High Variance

Jim McKee (1942-2018)

My dad’s memorial service was last Saturday. Here’s what I had to say:

Thank you all for coming today to remember and honor James Russell McKee III.

I want to take a few minutes to talk about who Jim McKee was and what he meant to me as a father. Jim McKee was born in the Bronx on July 7, 1942. As a kid, he loved riding his bike, and swimming and playing in the woods. He was raised Catholic and read Ayn Rand. He joined the navy, drank too much, and met my mother at an Alcoholics Anonymous meeting. I asked her the other day why she married him. She said he was smart, funny, and (of course) very good looking.
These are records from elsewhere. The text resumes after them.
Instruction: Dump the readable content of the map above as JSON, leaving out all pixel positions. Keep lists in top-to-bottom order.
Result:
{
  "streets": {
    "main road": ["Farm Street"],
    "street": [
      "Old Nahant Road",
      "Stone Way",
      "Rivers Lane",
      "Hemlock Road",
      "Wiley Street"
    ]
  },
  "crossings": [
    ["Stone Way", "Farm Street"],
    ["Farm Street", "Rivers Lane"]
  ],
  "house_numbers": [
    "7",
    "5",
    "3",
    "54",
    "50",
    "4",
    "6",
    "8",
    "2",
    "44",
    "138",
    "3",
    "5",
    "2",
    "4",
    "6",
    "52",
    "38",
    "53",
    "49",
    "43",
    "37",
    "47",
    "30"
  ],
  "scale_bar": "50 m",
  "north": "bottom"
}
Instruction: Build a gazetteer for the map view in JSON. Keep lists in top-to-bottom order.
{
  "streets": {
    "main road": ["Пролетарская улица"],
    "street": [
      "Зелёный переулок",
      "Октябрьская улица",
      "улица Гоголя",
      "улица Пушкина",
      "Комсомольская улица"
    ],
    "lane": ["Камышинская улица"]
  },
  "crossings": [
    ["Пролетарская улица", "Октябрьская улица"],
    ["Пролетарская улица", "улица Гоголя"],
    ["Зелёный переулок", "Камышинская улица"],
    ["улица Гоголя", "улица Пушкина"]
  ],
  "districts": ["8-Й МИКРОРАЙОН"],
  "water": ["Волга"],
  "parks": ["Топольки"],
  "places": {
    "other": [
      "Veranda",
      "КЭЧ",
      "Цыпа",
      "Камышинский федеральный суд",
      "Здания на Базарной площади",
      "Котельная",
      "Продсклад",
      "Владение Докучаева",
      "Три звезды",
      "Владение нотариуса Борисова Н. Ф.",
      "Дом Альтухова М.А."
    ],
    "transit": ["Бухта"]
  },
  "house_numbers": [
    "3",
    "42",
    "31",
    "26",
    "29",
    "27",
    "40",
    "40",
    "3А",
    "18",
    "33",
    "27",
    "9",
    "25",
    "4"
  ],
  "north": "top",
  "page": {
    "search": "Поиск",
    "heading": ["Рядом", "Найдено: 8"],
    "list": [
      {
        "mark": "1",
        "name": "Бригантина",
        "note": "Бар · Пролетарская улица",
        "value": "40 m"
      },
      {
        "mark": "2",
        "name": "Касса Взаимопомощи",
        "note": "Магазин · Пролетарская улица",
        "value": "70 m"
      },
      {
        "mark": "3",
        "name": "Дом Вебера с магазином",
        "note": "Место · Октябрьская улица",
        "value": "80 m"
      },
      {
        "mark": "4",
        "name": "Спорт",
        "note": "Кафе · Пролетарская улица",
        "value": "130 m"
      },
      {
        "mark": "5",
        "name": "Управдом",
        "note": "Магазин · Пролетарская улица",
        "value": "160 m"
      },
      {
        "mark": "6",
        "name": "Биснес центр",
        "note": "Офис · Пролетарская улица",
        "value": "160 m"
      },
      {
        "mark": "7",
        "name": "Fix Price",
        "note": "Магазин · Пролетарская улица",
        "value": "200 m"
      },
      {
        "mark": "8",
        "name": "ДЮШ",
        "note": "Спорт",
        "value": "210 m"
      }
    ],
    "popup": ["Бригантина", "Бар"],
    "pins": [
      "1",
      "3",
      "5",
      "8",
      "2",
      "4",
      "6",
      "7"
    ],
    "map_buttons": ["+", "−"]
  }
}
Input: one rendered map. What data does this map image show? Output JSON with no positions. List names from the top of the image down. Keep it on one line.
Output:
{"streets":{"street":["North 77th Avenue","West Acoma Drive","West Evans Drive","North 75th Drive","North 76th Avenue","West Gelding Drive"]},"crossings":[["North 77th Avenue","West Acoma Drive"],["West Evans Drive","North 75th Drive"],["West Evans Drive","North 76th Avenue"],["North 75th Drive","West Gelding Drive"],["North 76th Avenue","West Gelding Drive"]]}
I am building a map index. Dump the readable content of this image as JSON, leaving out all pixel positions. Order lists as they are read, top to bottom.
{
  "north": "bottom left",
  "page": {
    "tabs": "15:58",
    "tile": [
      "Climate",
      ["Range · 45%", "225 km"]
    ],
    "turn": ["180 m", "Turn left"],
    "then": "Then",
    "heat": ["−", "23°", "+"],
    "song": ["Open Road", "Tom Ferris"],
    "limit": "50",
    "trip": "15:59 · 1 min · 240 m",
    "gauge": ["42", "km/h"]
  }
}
In less than a year he had had his first kid (me) and that marriage had fallen apart. As far as I can tell, he spent far more time working than working on the relationship.

He met Chris, his second wife, at another AA meeting and for a while, this went better. He had two more kids, two cats, and an idyllic house in Teaneck. I had some of the best times of my life in that house. My dad wasn’t much for long conversations, but he helped me with my math homework, argued with me about baseball, and watched tv with me. He even tried to explain what he did for work, first as a market researcher for the New York Times and later as a computer programmer for Windsor Systems. And he worked a lot.

Then the whole thing fell apart about as badly as you could possibly imagine. I will skip the details here, but within a year, he was unemployed, living alone, and having seizures regularly. A big part of this was his own doing, but he also got really unlucky. For example, he lost his job because he had a seizure at work and his boss said he couldn’t risk that happening in front of a client.

He met Judy, his third wife, in a psychiatric hospital. I don’t know anyone that would have benefitted more from Internet dating than my dad. She was crazy, but had a big heart. Dad seemed to learn from his earlier mistakes and as far as I could tell, they had a great relationship. I watched my dad’s patience and compassion with her mental illness right to the bitter end.

For most of his last thirty years, my dad was a devout atheist and socialist. Most of the time he was rational and compassionate. He read widely until it was just too hard to read, but he kept up on the news with MSNBC right up to the end. In 2007 he wrote a letter to the editor of the Bergen Record. Here’s one paragraph:

I also consider myself to be an ethical person, that is I try my best to live the golden rule, not because I fear where I’m going when I die, but because I think it’s the right thing to do. It is not necessary to believe in a divine or supernatural being in order to be a kind and loving person. I think that churches rather than being so called houses of worship should be converted to places where people could gather together for social reasons, and if considered necessary, to preach only idealism.

On many days my dad was confused. He would try to convince me that Google had bought Apple, and he would regularly try to rewire his apartment to “fix” his computer. But even on these days he was patient and kind. I would try really hard to be patient and kind back, but it was hard. He was a great role model.

So here are the lessons I take away from my dad’s life:

  1. Follow your heart
  2. Work hard, but not too hard
  3. Some people get really lucky in life, some people get really unlucky, and most people get both. Make the best of the cards you are dealt.
  4. Treat everyone you meet with empathy and generosity.

I think he would have really appreciated us getting together and celebrating his life rather than mourning his loss. So let’s share stories and laugh and appreciate the time we had with him. Thank you.